To get started, a cryogenically frozen pellet of bacteria called lactobacillus is added to a medium on a petri-dish for growth and then put into a fermenter. Once it has finished fermenting, it’s added to a base ready to be used in skincare formulation.
“Moisture surge and the aloe ferment was developed to really help accelerate and enhance hydration into the deeper tissues,” provides Dr. Tom Mammone, VP of Skin Physiology and Pharmacology at Clinique. “The aloe ferment also increases collagen synthesis, which was really exciting. During that process, the collagen draws in more water and plumps up the skin.” The results speak for themselves – a 174% boost to skin’s hydration levels for 100 hours.
As well as the skincare benefits, other brands call upon fermentation to replace traditional preservatives. While all products on the market in the EU have been independently assessed for safety, there’s still concern over the health effects of these synthetic ingredients and more and more people are opting to avoid them in their skincare. “The concern is that they are indirectly harmful to our bodies when absorbed through the skin,” says Sophie Thompson, founder of Sister & Co. Skin Food.
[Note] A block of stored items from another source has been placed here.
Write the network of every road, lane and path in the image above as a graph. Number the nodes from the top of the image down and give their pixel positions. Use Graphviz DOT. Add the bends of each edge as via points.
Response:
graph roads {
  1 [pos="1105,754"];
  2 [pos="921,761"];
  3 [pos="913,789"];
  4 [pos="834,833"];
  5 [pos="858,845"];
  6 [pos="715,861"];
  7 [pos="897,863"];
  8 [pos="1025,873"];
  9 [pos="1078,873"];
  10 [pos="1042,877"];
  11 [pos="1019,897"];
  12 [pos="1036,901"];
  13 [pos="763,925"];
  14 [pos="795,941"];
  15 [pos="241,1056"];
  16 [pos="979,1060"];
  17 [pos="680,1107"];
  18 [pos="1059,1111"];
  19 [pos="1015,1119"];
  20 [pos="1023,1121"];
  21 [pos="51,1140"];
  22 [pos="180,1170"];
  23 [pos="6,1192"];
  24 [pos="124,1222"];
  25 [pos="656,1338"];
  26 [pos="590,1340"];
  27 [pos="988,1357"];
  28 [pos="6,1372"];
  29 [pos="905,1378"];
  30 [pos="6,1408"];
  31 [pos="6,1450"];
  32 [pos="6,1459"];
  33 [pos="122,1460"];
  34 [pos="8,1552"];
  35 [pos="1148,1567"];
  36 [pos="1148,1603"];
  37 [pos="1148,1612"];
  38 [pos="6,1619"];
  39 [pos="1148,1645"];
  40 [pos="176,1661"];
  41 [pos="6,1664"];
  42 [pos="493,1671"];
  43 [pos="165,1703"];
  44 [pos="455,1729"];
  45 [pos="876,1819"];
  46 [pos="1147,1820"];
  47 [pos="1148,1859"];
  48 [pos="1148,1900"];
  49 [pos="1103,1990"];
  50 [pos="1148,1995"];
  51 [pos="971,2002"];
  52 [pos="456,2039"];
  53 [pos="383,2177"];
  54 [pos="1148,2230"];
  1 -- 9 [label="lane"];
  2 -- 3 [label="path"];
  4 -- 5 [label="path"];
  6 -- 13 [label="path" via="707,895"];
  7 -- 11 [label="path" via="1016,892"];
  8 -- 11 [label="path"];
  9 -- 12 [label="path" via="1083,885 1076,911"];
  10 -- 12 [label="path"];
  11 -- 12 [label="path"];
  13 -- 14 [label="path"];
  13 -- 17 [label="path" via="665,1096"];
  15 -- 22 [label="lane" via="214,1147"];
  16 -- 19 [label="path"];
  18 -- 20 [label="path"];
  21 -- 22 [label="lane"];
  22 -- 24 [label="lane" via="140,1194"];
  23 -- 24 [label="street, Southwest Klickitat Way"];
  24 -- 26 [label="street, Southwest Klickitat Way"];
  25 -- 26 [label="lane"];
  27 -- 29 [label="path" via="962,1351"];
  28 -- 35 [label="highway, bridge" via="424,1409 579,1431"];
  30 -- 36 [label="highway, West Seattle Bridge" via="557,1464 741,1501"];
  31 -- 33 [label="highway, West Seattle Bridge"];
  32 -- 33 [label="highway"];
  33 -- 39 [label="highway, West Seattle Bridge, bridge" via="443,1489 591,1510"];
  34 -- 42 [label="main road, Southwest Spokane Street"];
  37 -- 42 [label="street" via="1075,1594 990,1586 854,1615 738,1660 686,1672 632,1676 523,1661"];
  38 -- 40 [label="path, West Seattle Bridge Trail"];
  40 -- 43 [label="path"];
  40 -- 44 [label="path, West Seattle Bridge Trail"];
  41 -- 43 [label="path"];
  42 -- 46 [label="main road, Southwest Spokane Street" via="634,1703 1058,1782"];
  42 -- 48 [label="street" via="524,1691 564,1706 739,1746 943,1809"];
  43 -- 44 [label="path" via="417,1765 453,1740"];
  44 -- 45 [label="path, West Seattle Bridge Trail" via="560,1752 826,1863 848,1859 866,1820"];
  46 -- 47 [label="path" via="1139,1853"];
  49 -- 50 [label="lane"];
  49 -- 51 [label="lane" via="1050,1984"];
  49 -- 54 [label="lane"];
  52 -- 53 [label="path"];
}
To avoid the issue of including synthetics while retaining the shelf life of their products, the brand uses a natural preservative, Radish Root Ferment, where radishes are fermented with a lactic acid bacteria called Leuconostoc Kimchii for an effective natural alternative.
Other brands that have embraced fermented ingredients include Drunk Elephant, who have a Fermented Sweet Biome Sake Spray that claims to strengthen the microbiome, and Glossier, who launched their Cleanser Concentrate containing exfoliating grape ferment.
While fermented beauty trend is still relatively young, we are hoping to see more fermented fancies very soon; “Fermented and probiotic ingredients are now a big thing over here, after first getting a name for themselves in Korea,” says Sophie. “One of big new claims and a huge potential for the future is that fermenting skincare ingredients first can help the skin absorb them more easily. We’re testing that hypothesis out in our own formulations – and the results speak for themselves!”.
It definitely sounds promising…
This article was initially revealed on Glamour UK.